Me: A whole day with Mrs. James, what could possibly make me happier?!

*barf*

At least I am thankful he understands my need to distance myself for as long as possible from Mrs. James. He only sees her through rose colored glasses but for me she is anything but a saint. It's not worth my breath to try to explain things to Michael, he will ultimately see her side.

I work out my frustration in the bathroom, kitchen and living room til my knuckles ache and my muscles give out.

I take a long hot shower letting it loosen my tight muscles from work and stress. A day filled with cleaning has allowed my mind to ponder the what ifs with Michael. That somehow over the course of a few months I'm no longer vehemently opposed to rekindling our relationship.

Like every other time in my life that I have come to some ideological understanding I hear the thunderclap and rain streak my window.
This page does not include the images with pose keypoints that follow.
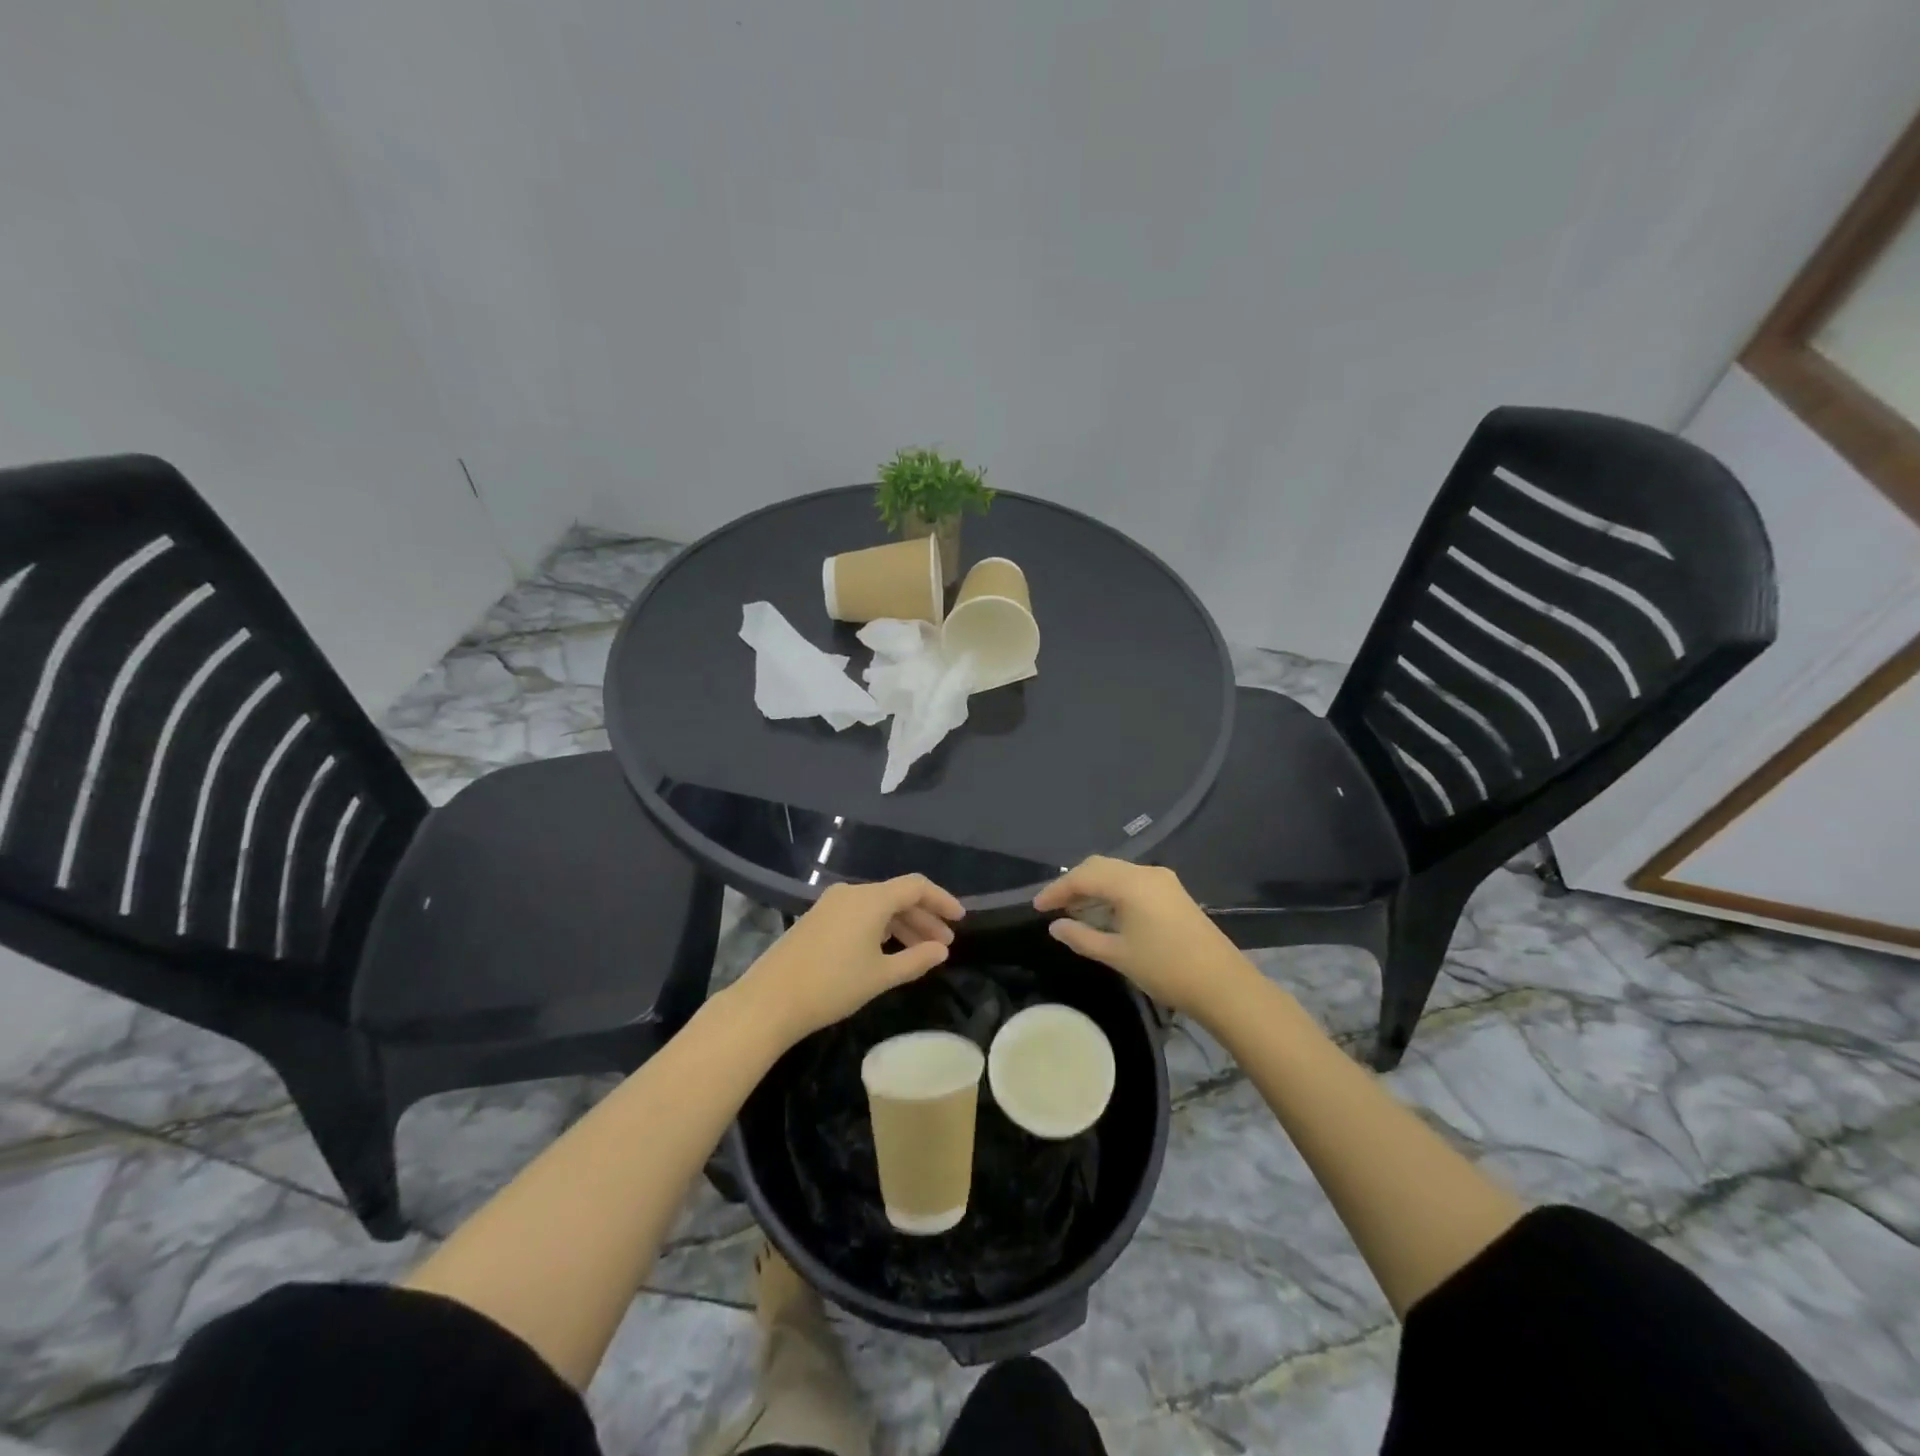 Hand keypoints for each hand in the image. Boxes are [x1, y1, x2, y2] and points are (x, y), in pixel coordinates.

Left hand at [735, 876, 965, 1045]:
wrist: (770, 1000)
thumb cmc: (832, 986)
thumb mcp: (880, 976)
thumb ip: (916, 960)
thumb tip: (942, 950)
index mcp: (871, 899)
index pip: (916, 886)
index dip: (942, 900)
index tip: (960, 920)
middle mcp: (852, 893)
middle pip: (897, 896)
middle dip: (924, 917)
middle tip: (944, 944)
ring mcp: (831, 904)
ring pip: (878, 906)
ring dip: (903, 924)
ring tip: (921, 951)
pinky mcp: (817, 918)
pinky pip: (859, 914)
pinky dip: (880, 927)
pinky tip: (888, 950)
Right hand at [1032, 857, 1250, 1019]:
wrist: (1223, 984)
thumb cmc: (1166, 968)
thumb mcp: (1117, 955)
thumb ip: (1082, 937)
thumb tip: (1055, 926)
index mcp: (1131, 883)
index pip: (1083, 876)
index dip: (1057, 889)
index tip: (1036, 907)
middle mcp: (1146, 873)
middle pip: (1100, 867)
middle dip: (1074, 883)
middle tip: (1053, 906)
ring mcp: (1163, 882)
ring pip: (1117, 873)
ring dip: (1094, 887)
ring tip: (1073, 910)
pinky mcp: (1173, 894)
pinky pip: (1133, 882)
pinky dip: (1112, 892)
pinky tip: (1104, 913) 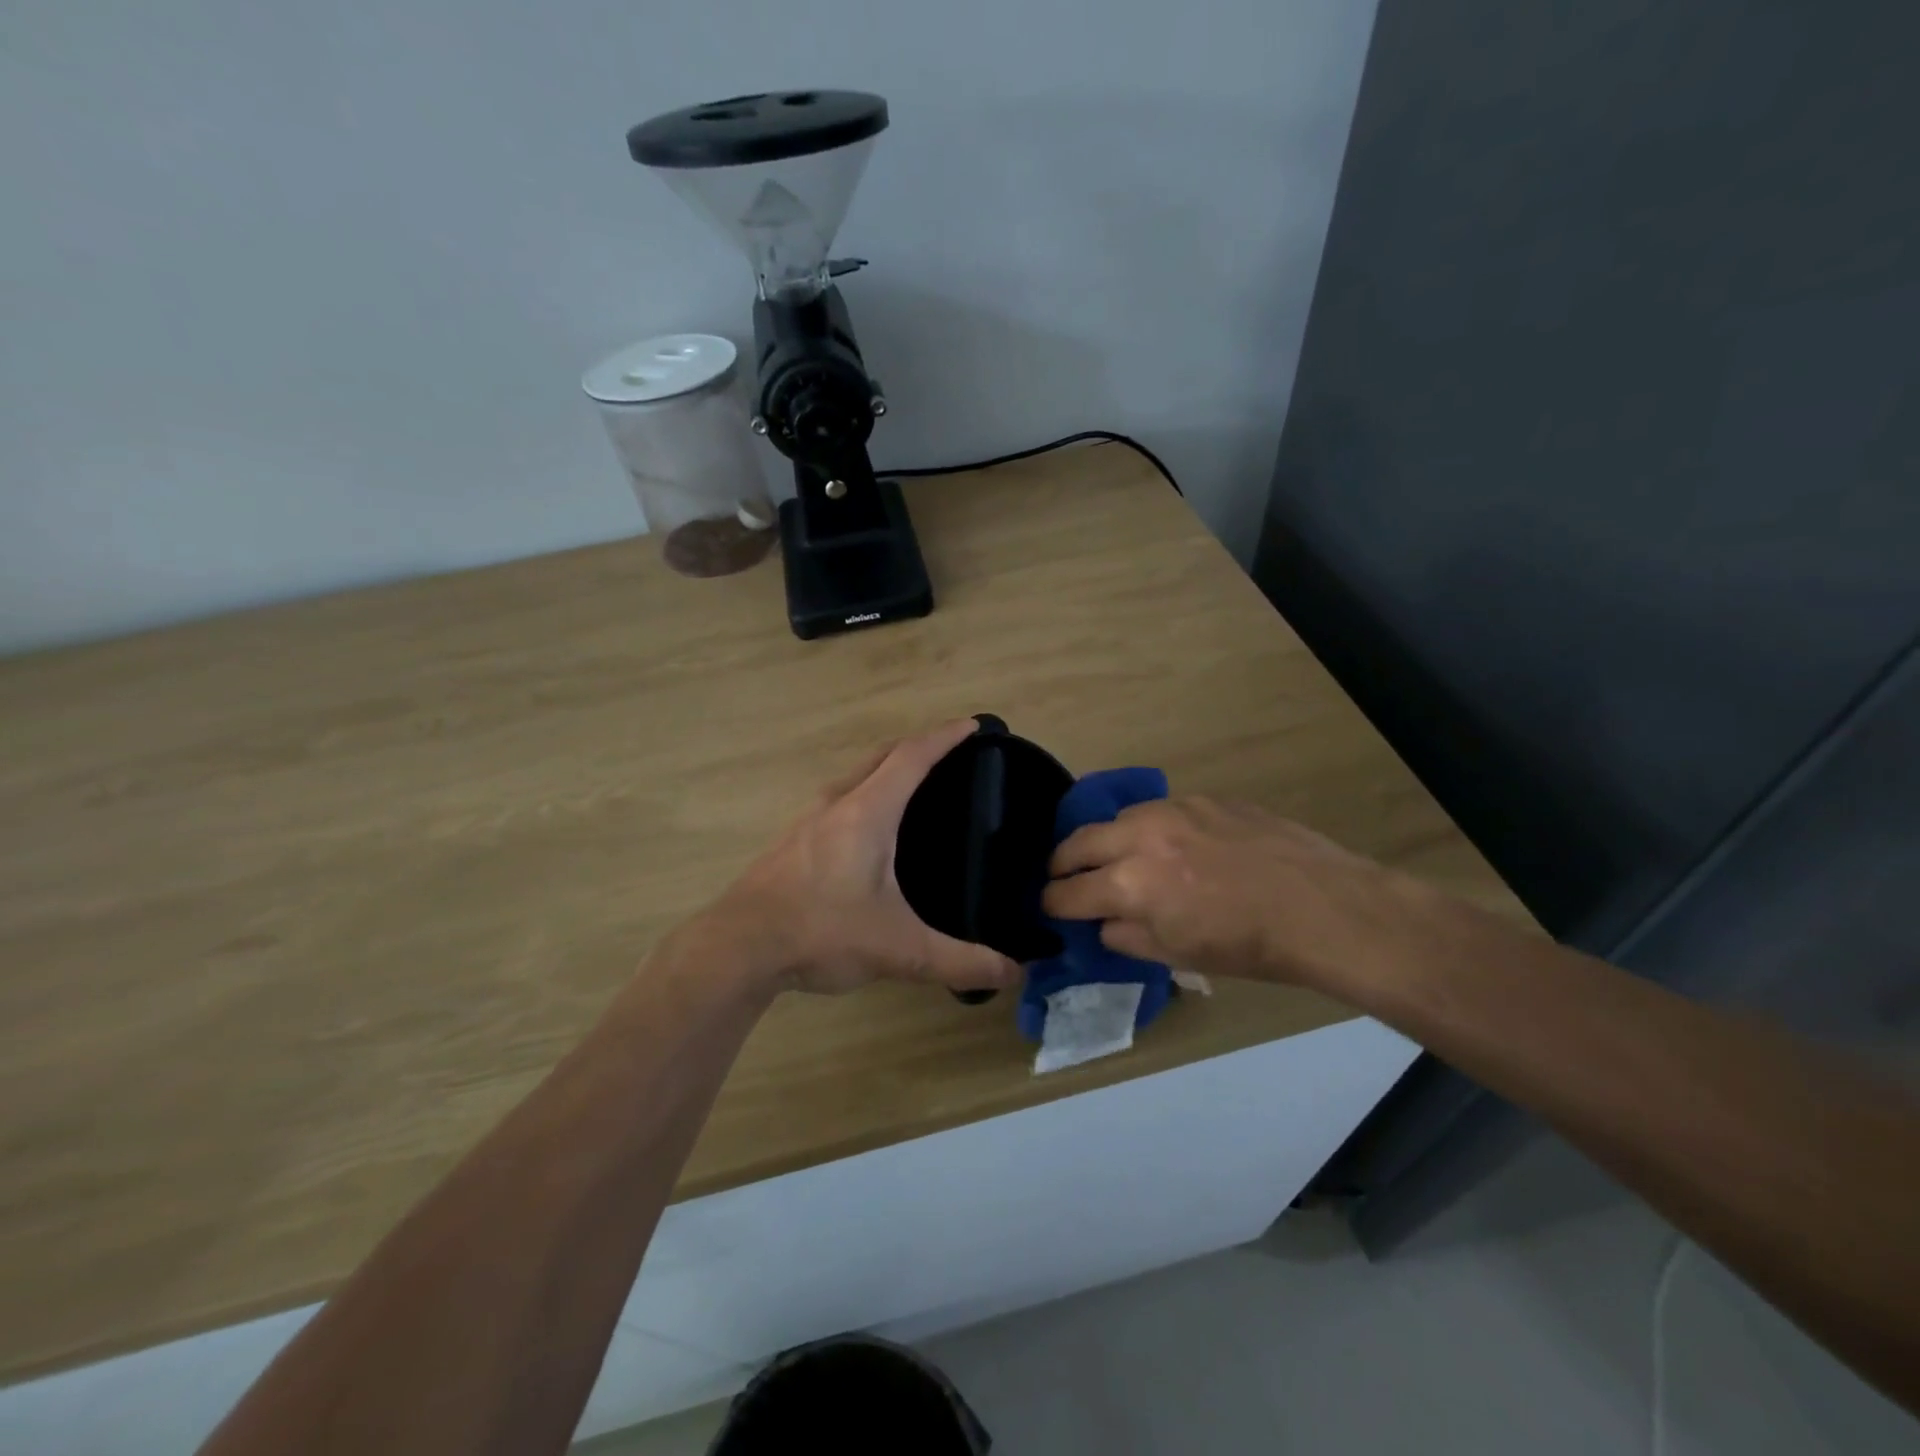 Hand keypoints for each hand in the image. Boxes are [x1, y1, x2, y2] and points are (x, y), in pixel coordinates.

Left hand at [702, 721, 1020, 996]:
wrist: (736, 948)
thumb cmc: (821, 932)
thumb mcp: (899, 950)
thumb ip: (959, 960)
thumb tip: (1015, 972)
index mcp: (867, 811)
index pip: (912, 756)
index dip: (945, 737)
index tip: (973, 726)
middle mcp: (836, 804)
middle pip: (882, 756)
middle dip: (918, 746)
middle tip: (951, 754)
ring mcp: (807, 821)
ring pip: (855, 777)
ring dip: (886, 770)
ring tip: (914, 788)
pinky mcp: (791, 843)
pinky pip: (837, 800)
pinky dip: (864, 795)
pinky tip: (869, 832)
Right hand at [1041, 796, 1464, 994]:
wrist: (1322, 907)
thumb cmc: (1250, 946)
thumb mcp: (1179, 956)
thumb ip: (1127, 936)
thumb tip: (1103, 921)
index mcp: (1131, 885)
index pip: (1068, 892)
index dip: (1052, 903)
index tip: (1050, 907)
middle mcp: (1140, 837)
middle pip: (1076, 842)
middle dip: (1063, 864)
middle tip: (1065, 878)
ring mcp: (1172, 810)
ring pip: (1115, 819)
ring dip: (1106, 841)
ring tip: (1118, 858)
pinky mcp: (1202, 798)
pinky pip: (1157, 810)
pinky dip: (1148, 829)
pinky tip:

"Grrrr." I say out loud to no one. I haven't "needed" anyone in years to coax me through my thunderstorm fears. Being back in my childhood bedroom with the nostalgia however has seemed to of caused my tolerance of the fear to be a little more intolerant. Walt has always instinctually kept me company and I miss that tonight.

I toss and turn and try to furrow my body deep inside the mattress but sleep escapes me. I'm mentally and physically exhausted but my fears keep creeping up preventing a restful slumber. I am no longer paralyzed by my fear but that doesn't mean I can blissfully sleep while a storm rages outside.

I hear a thud on the outdoor siding by my window that startles me. I assume a tree branch has fallen considering it's quite the storm. Then I hear the familiar rap of knuckles on my window as a soaked Michael emerges through.

In a flurry of covers being whipped off, window unlocked, and running for a dry towel to wrap a bone shivering Michael into it I howl, "ARE YOU INSANE?!"